§ **TO DO**: Copy each line of the records below that mentions the word "Aguapei".
══ DATA EXTRACTS ══
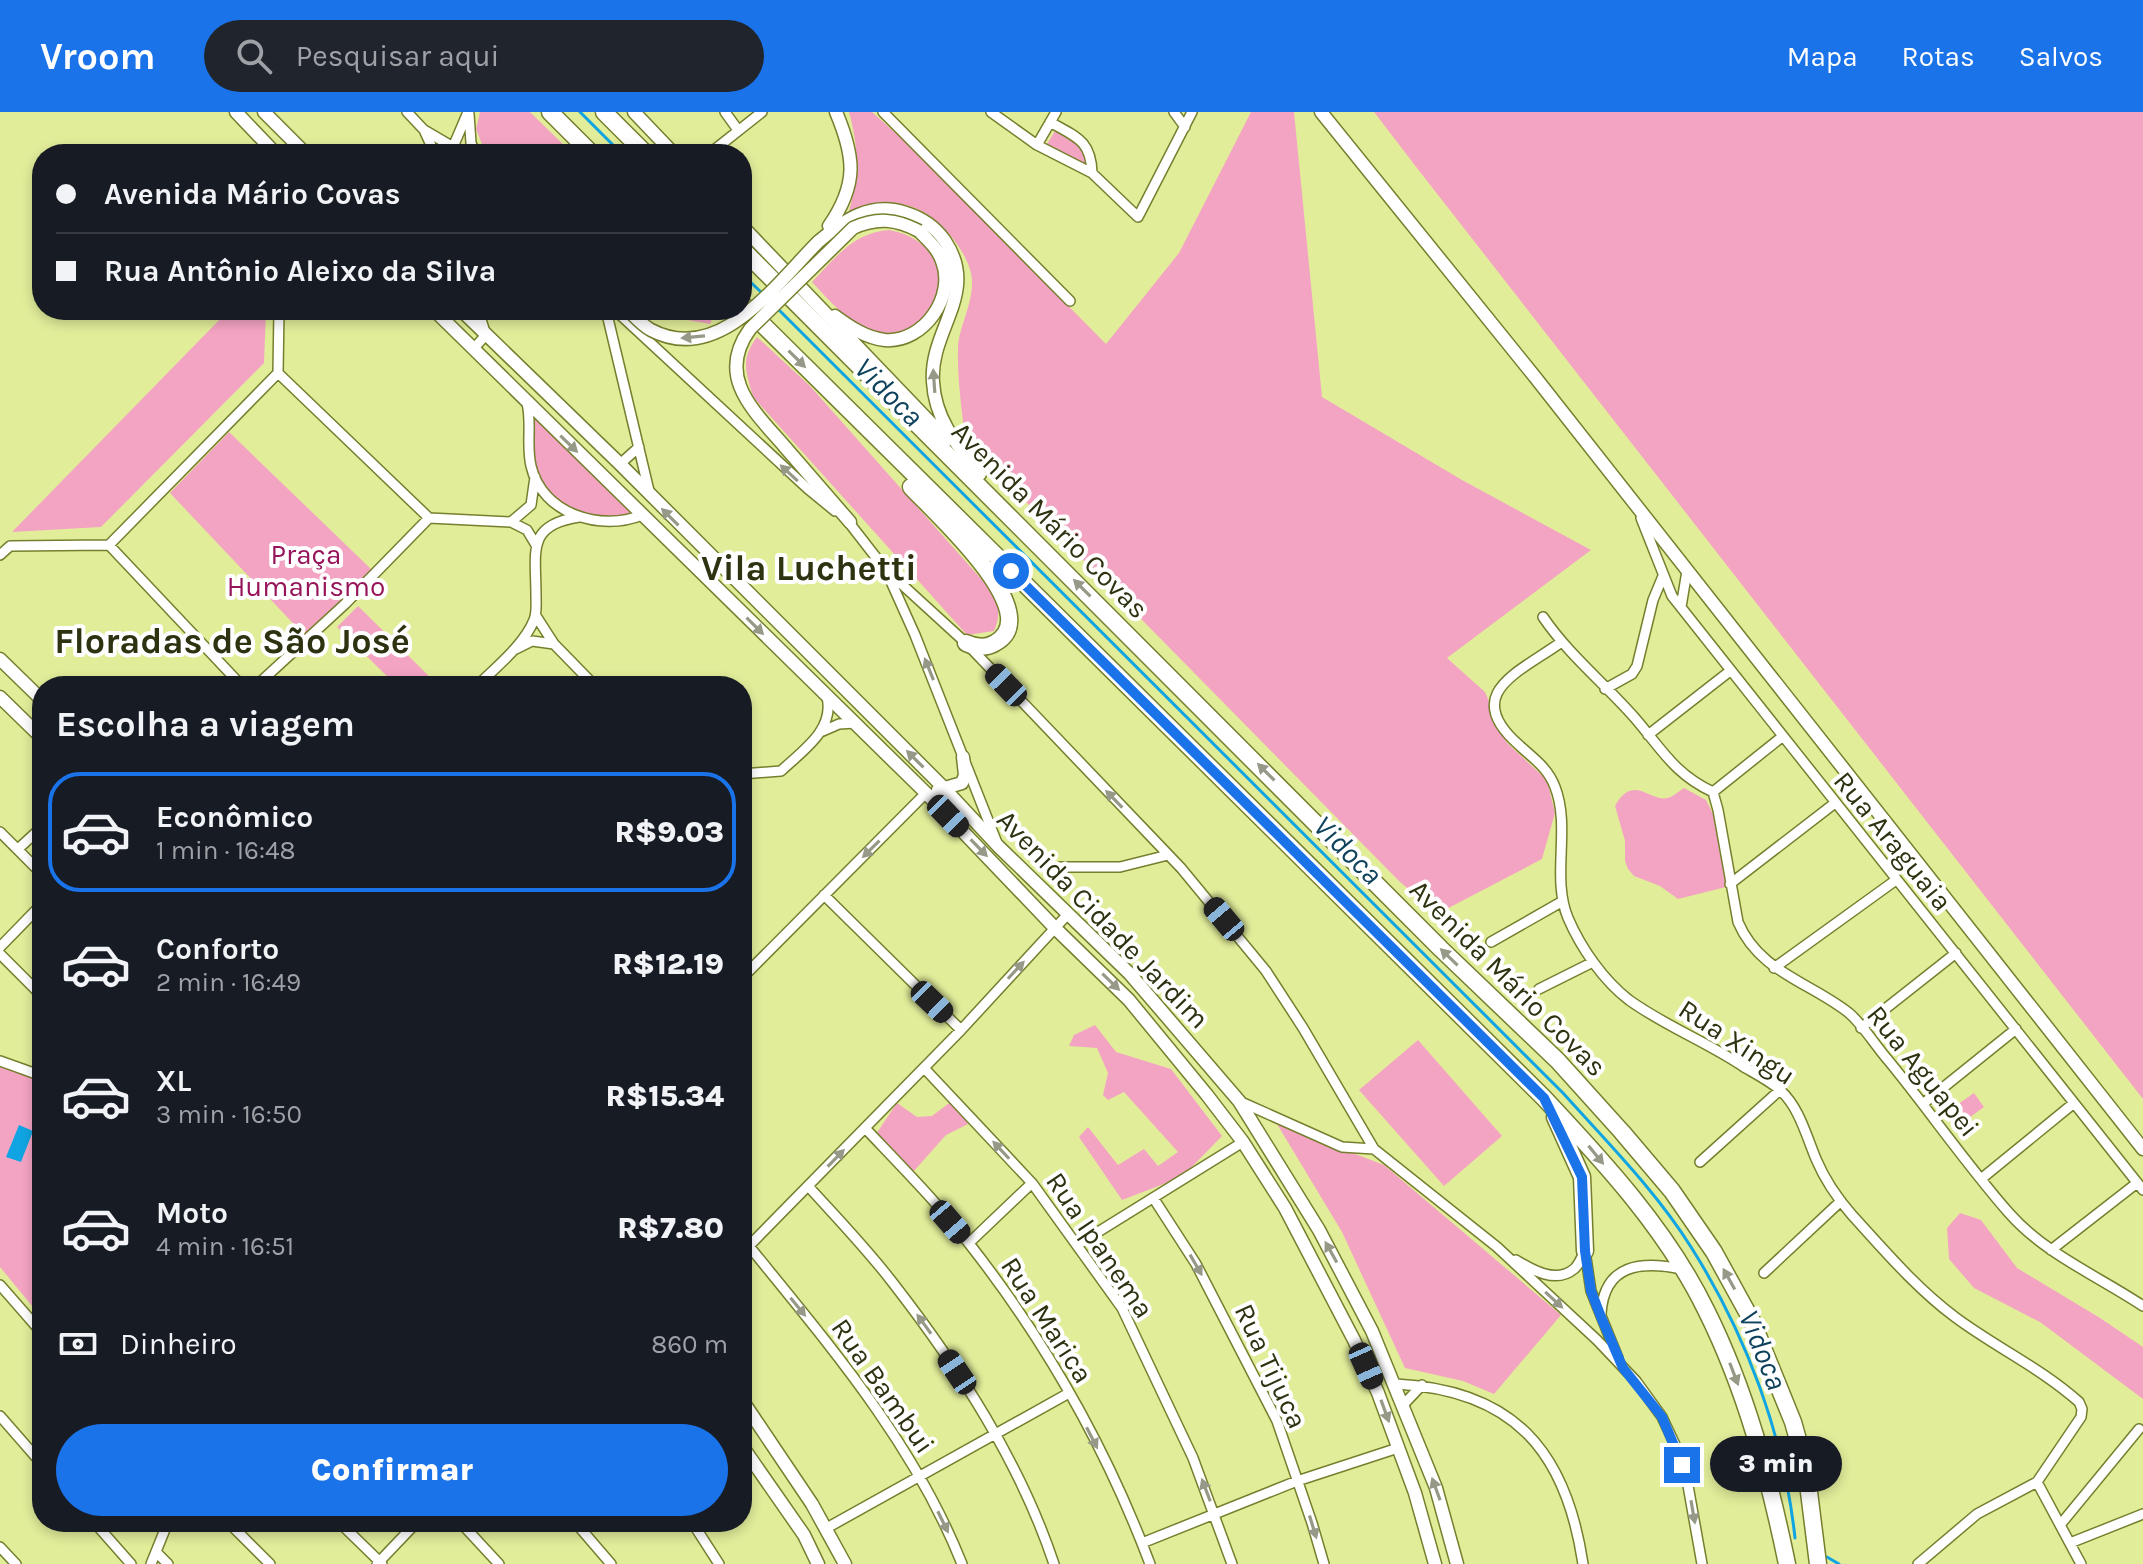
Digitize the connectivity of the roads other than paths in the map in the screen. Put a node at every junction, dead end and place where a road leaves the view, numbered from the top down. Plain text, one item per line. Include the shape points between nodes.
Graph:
1 (236, 112) edge
2 (264, 112) edge
3 (407, 112) edge
4 (468, 112) edge
5 (550, 112) edge
6 (604, 112) edge
7 (634, 112) edge
8 (725, 112) edge
9 (762, 112) edge
10 (836, 112) edge
11 (883, 112) edge
12 (991, 112) edge
13 (1056, 112) edge
14 (1174, 112) edge
15 (1192, 112) edge
16 (1321, 112) edge
17 (1050, 122) junction
18 (1185, 127) junction
19 (424, 130) junction
20 (738, 130) junction
21 (266, 144) edge
22 (296, 144) edge
23 (430, 144) edge
24 (444, 144) edge
25 (455, 144) edge
26 (471, 144) edge
27 (582, 144) edge
28 (636, 144) edge
29 (664, 144) edge
30 (721, 144) edge
31 (1037, 145) junction
32 (1092, 173) junction
33 (752, 236) edge
34 (818, 242) junction
35 (752, 259) edge
36 (810, 297) junction
37 (1070, 301) dead end
38 (752, 309) edge
39 (752, 314) edge
40 (279, 320) edge
41 (445, 320) edge
42 (471, 320) edge
43 (481, 320) edge
44 (608, 320) edge
45 (626, 320) edge
46 (638, 320) edge
47 (741, 320) edge
48 (486, 335) junction
49 (474, 348) junction
50 (278, 373) junction
51 (527, 403) junction
52 (855, 417) junction
53 (639, 447) junction
54 (620, 464) junction
55 (980, 474) junction
56 (535, 477) junction
57 (651, 498) junction
58 (1635, 504) junction
59 (642, 515) junction
60 (579, 517) junction
61 (429, 518) junction
62 (511, 522) junction
63 (850, 522) junction
64 (1036, 542) junction
65 (109, 545) junction
66 (536, 545) junction
67 (0, 555) edge
68 (885, 569) junction
69 (1687, 571) junction
70 (1663, 576) junction
71 (1681, 607) junction
72 (536, 616) junction
73 (1543, 617) dead end
74 (966, 643) junction
75 (1560, 643) junction
76 (554, 644) junction
77 (508, 653) junction
78 (0, 659) edge
79 (1730, 671) junction
80 (233, 676) edge
81 (267, 676) edge
82 (486, 676) edge
83 (585, 676) edge
84 (1605, 689) junction
85 (32, 690) edge
86 (0, 697) edge
87 (827, 697) junction
88 (855, 723) junction
89 (32, 728) edge
90 (820, 733) junction
91 (1648, 735) junction
92 (1783, 736) junction
93 (963, 757) junction
94 (752, 773) edge
95 (944, 788) junction
96 (1713, 792) junction
97 (926, 793) junction
98 (1835, 803) junction
99 (0, 832) edge
100 (32, 836) edge
101 (998, 846) junction
102 (18, 849) junction
103 (1168, 855) junction
104 (32, 864) edge
105 (1060, 867) dead end
106 (1896, 880) junction
107 (1730, 884) junction
108 (824, 895) junction
109 (1563, 901) junction
110 (32, 914) edge
111 (1068, 914) junction
112 (1055, 928) junction
113 (1491, 942) dead end
114 (0, 947) edge
115 (1956, 953) junction
116 (0, 954) edge
117 (1593, 962) junction
118 (752, 968) edge
119 (1774, 968) junction
120 (32, 986) edge
121 (1539, 989) dead end
122 (1861, 1028) junction
123 (2016, 1029) junction
124 (961, 1030) junction
125 (0, 1061) edge
126 (924, 1068) junction
127 (32, 1072) edge
128 (1780, 1090) junction
129 (1544, 1098) junction
130 (1239, 1101) junction
131 (1924, 1103) junction
132 (2074, 1103) junction
133 (865, 1128) junction
134 (1243, 1142) junction
135 (1374, 1149) junction
136 (2143, 1149) edge
137 (1700, 1162) dead end
138 (1981, 1179) junction
139 (1032, 1183) junction
140 (808, 1186) junction
141 (2140, 1187) edge
142 (1154, 1199) junction
143 (1841, 1201) junction
144 (969, 1243) junction
145 (752, 1244) edge
146 (1077, 1245) junction
147 (1497, 1247) junction
148 (2051, 1250) junction
149 (1585, 1251) junction
150 (752, 1257) edge
151 (1682, 1269) junction
152 (1764, 1273) dead end
153 (0, 1285) edge
154 (2141, 1303) edge
155 (1601, 1317) junction
156 (32, 1322) edge
157 (1623, 1368) junction
158 (1396, 1384) junction
159 (1422, 1385) junction
160 (1069, 1393) junction
161 (1403, 1405) junction
162 (752, 1415) edge
163 (0, 1416) edge
164 (2139, 1429) dead end
165 (995, 1434) junction
166 (1398, 1448) junction
167 (32, 1453) edge
168 (752, 1460) edge
169 (920, 1476) junction
170 (1297, 1481) junction
171 (2037, 1482) junction
172 (1215, 1514) junction
173 (2143, 1514) edge
174 (2060, 1525) junction
175 (825, 1529) junction
176 (103, 1532) edge
177 (164, 1532) edge
178 (238, 1532) edge
179 (349, 1532) edge
180 (408, 1532) edge
181 (469, 1532) edge
182 (584, 1532) edge
183 (698, 1532) edge
184 (1142, 1543) junction
185 (2070, 1543) junction
186 (0, 1547) edge
187 (156, 1552) junction
188 (380, 1563) edge
189 (16, 1564) edge
190 (131, 1564) edge
191 (151, 1564) edge
192 (168, 1564) edge
193 (270, 1564) edge
194 (499, 1564) edge
195 (611, 1564) edge
196 (719, 1564) edge
197 (818, 1564) edge
198 (845, 1564) edge
199 (962, 1564) edge
200 (1054, 1564) edge
201 (1150, 1564) edge
202 (1232, 1564) edge
203 (1324, 1564) edge
204 (1435, 1564) edge
205 (1457, 1564) edge
206 (1583, 1564) edge
207 (1702, 1564) edge
208 (1787, 1564) edge
209 (1818, 1564) edge
210 (1918, 1564) edge
211 (2081, 1564) edge

1 - 21 main road
2 - 22 main road
3 - 19 street
4 - 25 street
4 - 26 street
5 - 27 highway
6 - 28 highway
7 - 29 main road
8 - 20 street
9 - 20 street
10 - 34 main road via 849,144 848,189
11 - 37 street
12 - 31 street
13 - 17 street
14 - 18 street
15 - 18 street
16 - 58 main road
17 - 31 street
17 - 32 street via 1086,145
18 - 32 street via 1138,217
19 - 23 street
19 - 24 street
20 - 30 street
31 - 32 street
33 - 36 main road
34 -> 38 main road, bridge
55 -> 34 main road via 945,426 935,399 935,352 955,300 958,275 943,238 916,216 883,209 843,221
35 - 64 highway, Avenida Mário Covas
36 - 55 main road
36 - 63 main road, bridge via 864,335 901,339 920,329 942,300 943,263 919,231 885,219 868,221 853,228 740,343 736,366 746,400
39 -> 52 highway
40 - 50 street
41 - 49 main road, Avenida Cidade Jardim
42 - 48 main road, Avenida Cidade Jardim
43 - 48 street
44 - 53 street
63 -> 45 street
47 -> 46 main road, bridge via 725,331 688,340 649,330
48 - 49 street
48 - 54 main road, Avenida Cidade Jardim
49 - 51 main road, Avenida Cidade Jardim
50 - 61 street
50 - 65 street
51 - 56 street
51 -> 59 main road, Avenida Cidade Jardim
52 - 74 highway via 1001,589 1009,630 989,646
52 - 129 highway
53 - 54 street
53 - 57 street
54 - 57 main road, Avenida Cidade Jardim
55 - 64 highway
56 - 60 street via 555,503
56 - 62 street via 531,505
95 -> 57 main road, Avenida Cidade Jardim
58 - 69 main road
58 - 70 street, Rua Araguaia
59 - 60 street via 618,522
59 -> 87 main road, Avenida Cidade Jardim
60 - 66 street via 553,522
61 - 62 street
61 - 81 street
62 - 66 street via 527,530
63 - 68 street
209 -> 64 highway, Avenida Mário Covas via 1806,1468 1784,1400 1752,1321 1672,1191 1558,1061
65 - 67 street via 10,546
65 - 80 street
66 - 72 street
68 - 74 street
93 -> 68 street
69 - 71 street
69 - 136 main road
70 - 71 street, Rua Araguaia
70 - 84 street via 1637,666
71 - 79 street, Rua Araguaia
72 - 76 street
72 - 77 street
73 - 75 street
103 -> 74 street
75 - 84 street
75 - 109 street, Rua Xingu via 1503,684 1493,709 1510,738 1544,767 1555,784 1561,811
76 - 77 street via 532,641
76 - 83 street
77 - 82 street
78 - 85 main road
79 - 91 street
79 - 92 street, Rua Araguaia
84 - 91 street
86 - 89 main road
87 - 88 main road, Avenida Cidade Jardim
87 - 90 street via 829,717
88 - 90 street
88 - 97 main road, Avenida Cidade Jardim
90 - 94 street via 781,771
91 - 96 street via 1677,770
92 - 96 street
92 - 98 street, Rua Araguaia
93 - 95 main road via 964,779 959,786
93 - 101 street
95 - 97 main road
95 - 101 main road, Avenida Cidade Jardim
96 - 107 street, Rua Aguapei
97 -> 108 street
97 -> 112 main road, Avenida Cidade Jardim
98 - 106 street, Rua Araguaia
98 - 107 street
99 - 102 street
100 - 102 street
101 - 111 main road, Avenida Cidade Jardim
102 - 104 street
103 - 105 street via 1120,867
103 - 135 street via 1266,971
106 - 115 street, Rua Araguaia
106 - 119 street
107 - 119 street, Rua Aguapei via 1744,937
108 - 118 street
108 - 124 street
109 - 113 street
109 - 117 street, Rua Xingu
110 - 114 street
111 - 112 street
111 - 130 main road, Avenida Cidade Jardim via 1130,974
124 -> 112 street
112 -> 134 main road, Avenida Cidade Jardim via 1129,1000
115 - 122 street
115 - 123 street, Rua Araguaia
116 - 120 street
117 - 121 street
117 - 128 street, Rua Xingu via 1629,1000
119 - 122 street, Rua Aguapei via 1850,1014
122 - 131 street, Rua Aguapei
123 - 131 street
123 - 132 street, Rua Araguaia
124 - 126 street
125 - 127 street
126 - 133 street
139 -> 126 street, Rua Ipanema
128 - 137 street
128 - 143 street, Rua Xingu
129 - 149 highway via 1582,1177
129 -> 151 highway via 1645,1214
130 - 135 street via 1342,1147
158 -> 130 main road, Avenida Cidade Jardim via 1319,1230
131 - 138 street, Rua Aguapei
132 - 138 street
132 - 141 street, Rua Araguaia
140 -> 133 street
133 - 144 street, Rua Marica
134 - 142 street
134 -> 166 main road, Avenida Cidade Jardim via 1285,1208 1354,1340
135 - 147 street
138 - 148 street, Rua Aguapei via 2019,1224
139 - 144 street
139 - 146 street, Rua Ipanema
140 - 145 street
165 -> 140 street via 892,1281
141 - 148 street
142 - 146 street
142 -> 170 street, Rua Tijuca via 1196,1264 1264,1395
143 - 152 street
143 - 171 street, Rua Xingu via 1956,1318 2079,1402 2081,1417
144 - 160 street, Rua Marica
172 -> 146 street, Rua Ipanema via 1122,1308
147 - 149 street via 1528,1267 1559,1276 1574,1269
147 -> 157 street
148 - 154 street, Rua Aguapei
149 - 155 street
150 -> 169 street, Rua Bambui via 854,1376
151 - 155 street via 1645,1264 1622,1272 1606,1290
151 -> 208 highway via 1735,1374
153 - 156 street
155 - 157 street
157 -> 207 street via 1662,1417 1677,1449
158 - 159 street
158 - 161 main road, Avenida Cidade Jardim
159 - 161 street
159 - 206 street via 1482,1401 1527,1433 1566,1494
160 - 165 street
160 -> 184 street, Rua Marica
205 -> 161 main road, Avenida Cidade Jardim via 1447,1519
162 - 175 main road
163 - 167 street
164 - 174 street
165 - 169 street
165 - 200 street via 1043,1530
166 - 170 street
166 - 204 main road, Avenida Cidade Jardim
168 - 197 main road
169 - 175 street
169 -> 199 street, Rua Bambui
170 - 172 street
170 -> 203 street, Rua Tijuca
171 - 174 street
171 - 210 street via 1977,1514
172 - 184 street
172 - 202 street, Rua Ipanema
173 - 185 street
174 - 185 street
175 - 198 main road
176 - 190 street
177 - 187 street
178 - 193 street
179 - 188 street
180 - 188 street
181 - 194 street
182 - 195 street
183 - 196 street
184 - 201 street, Rua Marica
185 - 211 street
186 - 189 street
187 - 191 street
187 - 192 street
═══
§ **SOLVED PROBLEM**:
96 - 107 street, Rua Aguapei
107 - 119 street, Rua Aguapei via 1744,937
119 - 122 street, Rua Aguapei via 1850,1014
122 - 131 street, Rua Aguapei
131 - 138 street, Rua Aguapei
138 - 148 street, Rua Aguapei via 2019,1224
148 - 154 street, Rua Aguapei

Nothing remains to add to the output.